California boasts highest RPS but more effort is needed

By Anna Austin | April 14, 2011

California now has the highest mandatory renewable portfolio standard (RPS) in the U.S., but current laws may prevent the state from reaching its true renewable potential.

Gov. Jerry Brown signed SB X1-2 on April 12, which made into law former Gov. Arnold Schwarzenegger’s executive order requiring investor-owned and municipal electric utilities in the state to source 33 percent of their electricity from renewables by 2020.

While Brown stated that one of the reasons he signed the bill was to stimulate investment in green technologies in the state, current California laws are not conducive toward implementation of certain nonincineration renewable energy technologies, or the utilization of some overly-abundant biomass resources, according to Jim Stewart, president of the Bioenergy Producers Association. Specifically, the biogenic portion of municipal solid waste (MSW)—anything left over after what can be recycled is removed— and gasification, for which the state has a scientifically inaccurate definition in statute, Stewart said.

Stewart said as a result of the way the laws are currently written, the state has missed out on more than $1 billion in capital expenditures in new projects and projects have been moved to other states because of the regulatory and statutory environment.

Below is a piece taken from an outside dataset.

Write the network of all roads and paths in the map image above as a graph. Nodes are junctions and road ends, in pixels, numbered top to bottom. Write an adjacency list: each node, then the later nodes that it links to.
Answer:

The Bioenergy Producers Association has been battling Democrats on the state’s Senate Environmental Quality Committee for the past five years, proposing legislation that would amend the current laws to allow for more in-state development of projects that utilize the state’s MSW, which do not currently receive credit under the state’s RPS, and to deploy technologies including gasification, pyrolysis and fermentation.

So far, all attempts have failed to gain the needed support from the same five Democrats on the SEQC, and Stewart said because of that, it could take five years or more to gain all of the necessary permits for some projects, if at all.

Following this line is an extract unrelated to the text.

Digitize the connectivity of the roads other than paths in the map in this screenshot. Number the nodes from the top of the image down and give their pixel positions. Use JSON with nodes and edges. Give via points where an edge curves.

And, California continues to landfill an enormous amount of waste each year. During the next 20 years, unless new technologies and new methods of disposal are implemented, California will place another 800 million tons of post-recycled material into landfills, according to Stewart.

Still, he commended the state on its efforts and the RPS law. “It’s admirable, and achievable if the state makes a commitment to all sources of renewable energy,” he said. “Our concern is that an integral element of that should be from the biogenic portion of the state’s solid waste stream, and though that source comprises about 35 million tons of waste put into landfills each year post-recycling, right now it can’t contribute to meeting that goal.”


5 Responses

  1. Pierre



    With all of the "Puffing & Panting" from California and their Renewable Portfolio Standard there remains to be seen if Newspaper articles and write-up can produce any Energy of any type. There is no reason to limit California standard to just 33%. Why not raise it to 105% and sell the excess to other buyers. California has not increased is Renewable Energy output one iota since 1985. Telephone the various Agencies and ask them for a list of the methods that increased the energy output - do not allow them to "phone you back" as this appears to be their method of operating. Lets hope other States are telling the truth on Renewable s & Sustainability.

  2. Dave Ganz



    For the last 6-7 years now the was to be a project near Los Angles to convert a coal boiler over to a renuable biomasss (beetle deseased trees) and other wood waste fuel...but its red tape and a "sand fly" that is holding up this project. Forced to move forward...but held up in red tape and non-sense. Sad.

  3. loadBearingStud



    Recyclers see gasification as a threat to their business and they pay these Democrats well to keep gasification out of the state. This is ridiculous as plasma arc gasification is quickly becoming the gold standard in countries with the highest recycling rates: Switzerland, Austria, Germany, Netherlands and the Scandinavian countries. Also, there are dozens of gasification plants in commercial production today that transform waste daily without incident and without exceeding emissions limits for electrical generation: Look to Salinas Valley for innovation: The usual set of for-pay activists are fighting it there.

  4. Mrenergy



    I think the article meant to say there are no scientifically "accurate" definitions. It is sad that after 5 years of University work commissioned by the legislature that basic definitions cannot be adopted. I agree that the professional environmental activist are the greatest impediment to the environment. For Sale: one Environmental Activist. Guaranteed to subvert environmental progress. The insanity continues

  5. Anthony Arand



    Sadly, this article is correct. The State of California has made no real effort to mandate that renewable energy actually be placed on the grid. The CPUC does not require utilities to actually supply renewable energy, just try to purchase it from developers. If they (CPUC) really meant it, there would be a penalty for not hitting the RPS goals. We have worked with two of the three investor owned utilities here, and they have no incentive to help get renewable facilities on line, but they have one heck of an incentive to report back that they are doing what they were told to do by the CPUC. Our company is in Waste to Energy and has designed, developed, and permitted the first new facility of its kind in California in over 20 years without the help of the Utilities. Sincerely, Anthony Arand CEO Envirepel Energy Inc.